━━ Records for processing ━━

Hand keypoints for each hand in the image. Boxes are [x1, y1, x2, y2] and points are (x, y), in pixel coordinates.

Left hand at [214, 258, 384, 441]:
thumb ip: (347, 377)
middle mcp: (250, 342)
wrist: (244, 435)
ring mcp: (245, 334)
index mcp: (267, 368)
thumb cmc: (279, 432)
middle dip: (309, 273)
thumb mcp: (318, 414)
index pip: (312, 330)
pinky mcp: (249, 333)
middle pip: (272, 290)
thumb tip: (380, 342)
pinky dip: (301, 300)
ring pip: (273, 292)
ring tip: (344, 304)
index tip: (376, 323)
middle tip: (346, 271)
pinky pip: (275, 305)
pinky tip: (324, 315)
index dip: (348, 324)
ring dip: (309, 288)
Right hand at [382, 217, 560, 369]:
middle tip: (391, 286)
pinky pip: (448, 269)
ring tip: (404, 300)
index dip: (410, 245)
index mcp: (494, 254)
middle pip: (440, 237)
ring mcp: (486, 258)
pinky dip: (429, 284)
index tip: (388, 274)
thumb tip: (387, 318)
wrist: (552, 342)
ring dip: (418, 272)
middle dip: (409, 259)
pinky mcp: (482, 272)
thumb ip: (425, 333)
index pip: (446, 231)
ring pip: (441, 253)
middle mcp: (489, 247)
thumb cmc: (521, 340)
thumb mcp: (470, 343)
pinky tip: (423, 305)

━━━

**Aim of the exercise**
Please reproduce the listing word for word, but only from the line that contains "index tip: (388, 274)" to its last line, inclusive.

**Exercise result**
index tip: (388, 274)
thumb tip: (387, 318)
wrist: (552, 342)
ring dip: (418, 272)
middle dip: (409, 259)
pinky mcp: (482, 272)
thumb ip: (425, 333)
index pip: (446, 231)
ring pip: (441, 253)
middle mcp: (489, 247)
thumb cmc: (521, 340)
thumb mcp: (470, 343)
pinky tip: (423, 305)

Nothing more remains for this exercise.